No momento da fiscalização, o filho do proprietário estava trabalhando na unidade e foi conduzido à delegacia para a adoção das medidas legais cabíveis.

Em outra ação realizada na última semana, no bairro Cohab São Gonçalo, em Cuiabá, uma oficina de motocicletas, uma distribuidora de bebidas e um estúdio de tatuagens também foram flagrados recebendo energia por meio de um ramal ligado diretamente à rede de distribuição. Como os imóveis eram alugados, o proprietário dos imóveis, que acompanhava a fiscalização, foi conduzido à delegacia.

Operação Energia Limpa

Os dois casos fazem parte da Operação Energia Limpa, força-tarefa permanente de combate ao furto e à fraude de energia em Mato Grosso. Somente neste ano, a operação já resultou na prisão de 160 pessoas em diversas regiões do estado.

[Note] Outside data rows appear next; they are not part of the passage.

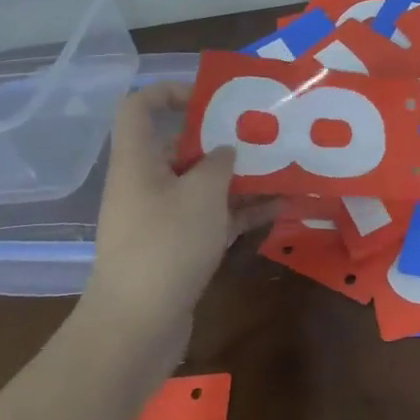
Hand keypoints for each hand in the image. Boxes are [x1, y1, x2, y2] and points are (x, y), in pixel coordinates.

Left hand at [80, 82, 274, 336]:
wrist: (136, 327)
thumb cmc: (166, 246)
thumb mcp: (201, 194)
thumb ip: (219, 163)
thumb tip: (225, 151)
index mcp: (138, 161)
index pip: (140, 108)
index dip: (170, 92)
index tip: (212, 98)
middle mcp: (145, 184)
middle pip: (181, 147)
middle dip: (223, 140)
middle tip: (265, 134)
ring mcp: (161, 219)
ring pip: (202, 186)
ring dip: (240, 178)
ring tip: (283, 168)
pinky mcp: (177, 249)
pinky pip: (211, 218)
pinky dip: (240, 212)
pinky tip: (279, 209)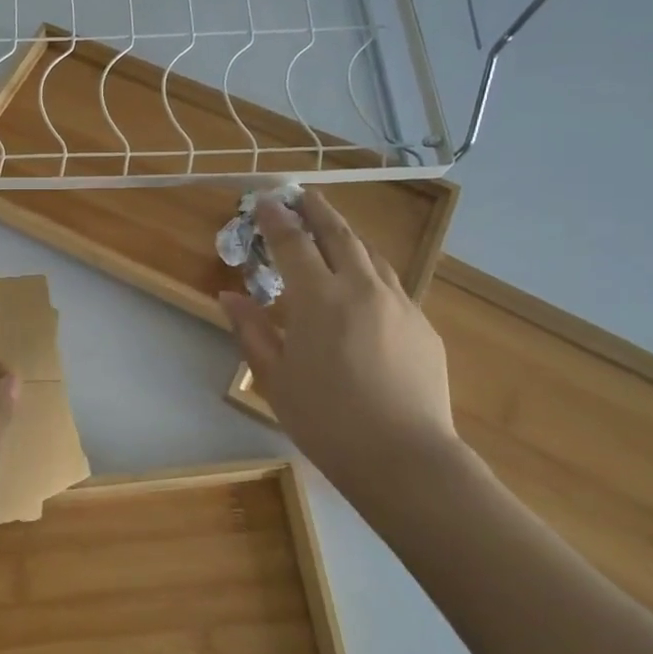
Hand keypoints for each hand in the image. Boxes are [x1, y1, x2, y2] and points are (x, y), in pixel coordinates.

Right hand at [219, 191, 465, 499]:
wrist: (405, 458)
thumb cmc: (326, 419)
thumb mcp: (274, 376)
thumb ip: (251, 329)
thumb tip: (229, 296)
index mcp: (319, 298)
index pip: (293, 243)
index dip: (276, 218)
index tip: (264, 200)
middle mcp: (362, 288)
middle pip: (339, 235)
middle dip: (317, 210)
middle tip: (302, 195)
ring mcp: (399, 305)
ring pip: (371, 255)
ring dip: (346, 237)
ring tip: (331, 232)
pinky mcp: (423, 326)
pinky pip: (390, 284)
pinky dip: (369, 271)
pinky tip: (362, 286)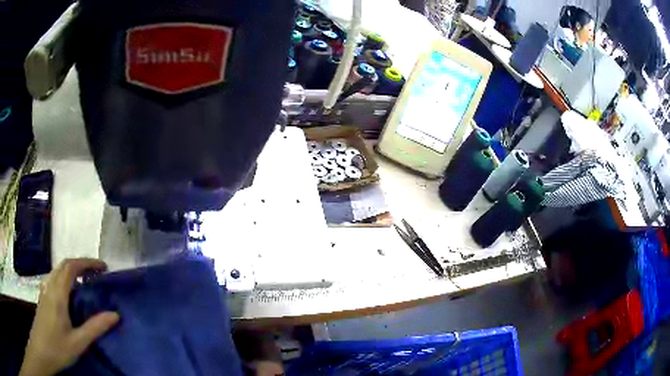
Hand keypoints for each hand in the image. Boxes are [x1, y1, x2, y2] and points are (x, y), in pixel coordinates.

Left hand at [19, 259, 119, 375]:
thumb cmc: (58, 348)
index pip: (71, 267)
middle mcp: (50, 287)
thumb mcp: (78, 342)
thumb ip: (95, 327)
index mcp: (58, 294)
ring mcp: (44, 291)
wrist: (42, 350)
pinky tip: (69, 293)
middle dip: (81, 264)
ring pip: (57, 271)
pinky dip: (64, 278)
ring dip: (72, 270)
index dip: (87, 263)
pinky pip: (54, 279)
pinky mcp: (43, 298)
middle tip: (97, 274)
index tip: (103, 268)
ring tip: (85, 282)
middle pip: (64, 265)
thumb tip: (115, 314)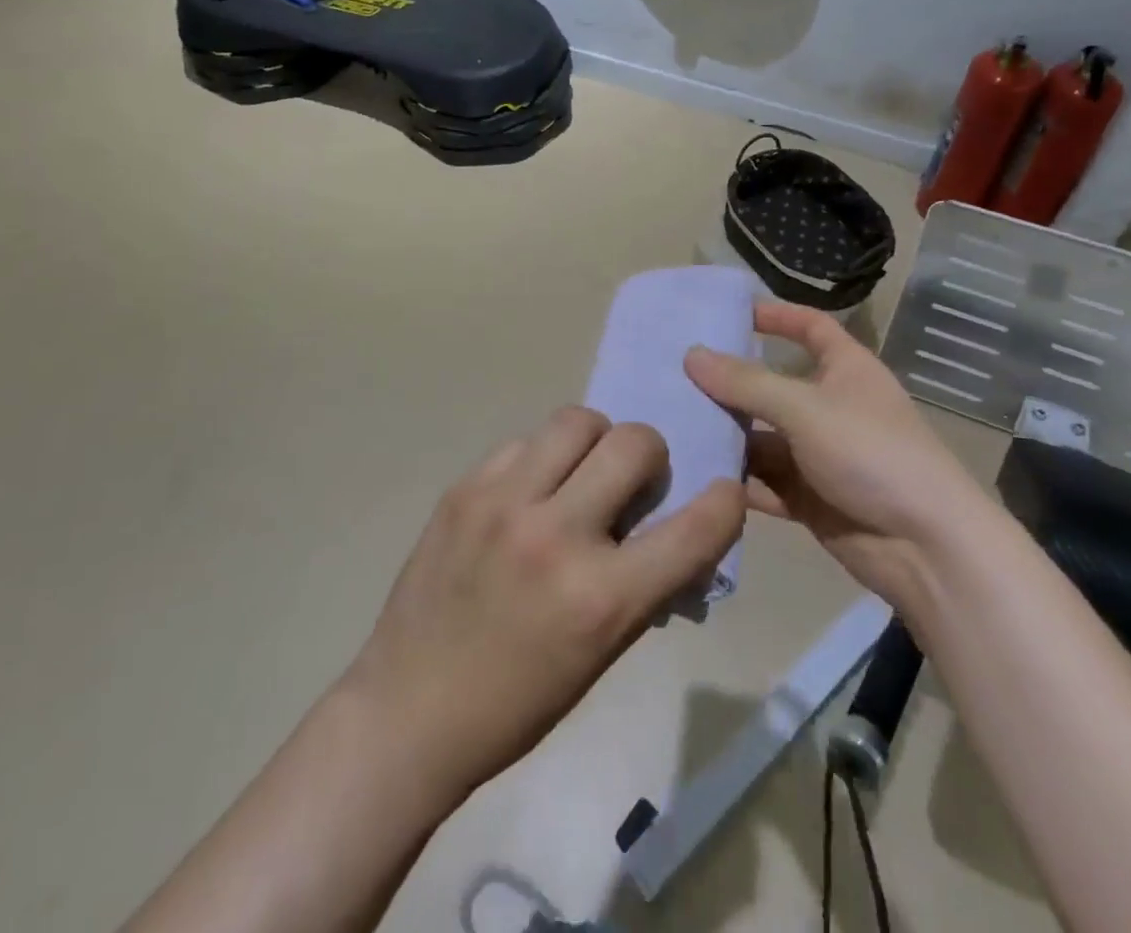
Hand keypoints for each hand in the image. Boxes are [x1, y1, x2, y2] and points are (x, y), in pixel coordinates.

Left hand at [344, 407, 744, 808]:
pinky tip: (526, 492)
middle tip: (633, 480)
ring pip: (576, 419)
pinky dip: (540, 459)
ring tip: (579, 472)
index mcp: (602, 598)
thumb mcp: (602, 653)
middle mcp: (556, 535)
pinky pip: (522, 442)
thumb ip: (644, 582)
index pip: (694, 529)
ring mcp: (503, 502)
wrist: (408, 709)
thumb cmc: (518, 701)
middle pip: (633, 441)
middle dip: (648, 454)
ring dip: (594, 441)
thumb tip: (675, 524)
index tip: (721, 492)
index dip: (722, 503)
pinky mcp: (463, 487)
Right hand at [684, 300, 985, 600]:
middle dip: (730, 384)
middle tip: (673, 376)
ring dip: (726, 435)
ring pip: (762, 437)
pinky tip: (693, 474)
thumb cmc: (872, 454)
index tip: (728, 313)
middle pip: (773, 385)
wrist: (926, 548)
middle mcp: (831, 406)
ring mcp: (819, 454)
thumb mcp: (805, 408)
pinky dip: (736, 479)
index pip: (810, 327)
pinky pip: (764, 480)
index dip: (776, 315)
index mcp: (846, 370)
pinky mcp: (809, 497)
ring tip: (671, 427)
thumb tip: (692, 354)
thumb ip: (746, 383)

Além de crime, o furto de energia provoca prejuízos para toda a sociedade. A prática compromete a qualidade do fornecimento, sobrecarrega a rede elétrica, pode provocar interrupções no serviço e aumenta o risco de acidentes graves, como choques elétricos e incêndios.

Previsto no artigo 155 do Código Penal, o furto de energia pode resultar em responsabilização criminal. A Energisa reforça que denúncias de furto ou fraude de energia podem ser feitas de forma anônima pelos canais oficiais de atendimento da distribuidora ou diretamente às forças de segurança como o 190, 181 ou 197.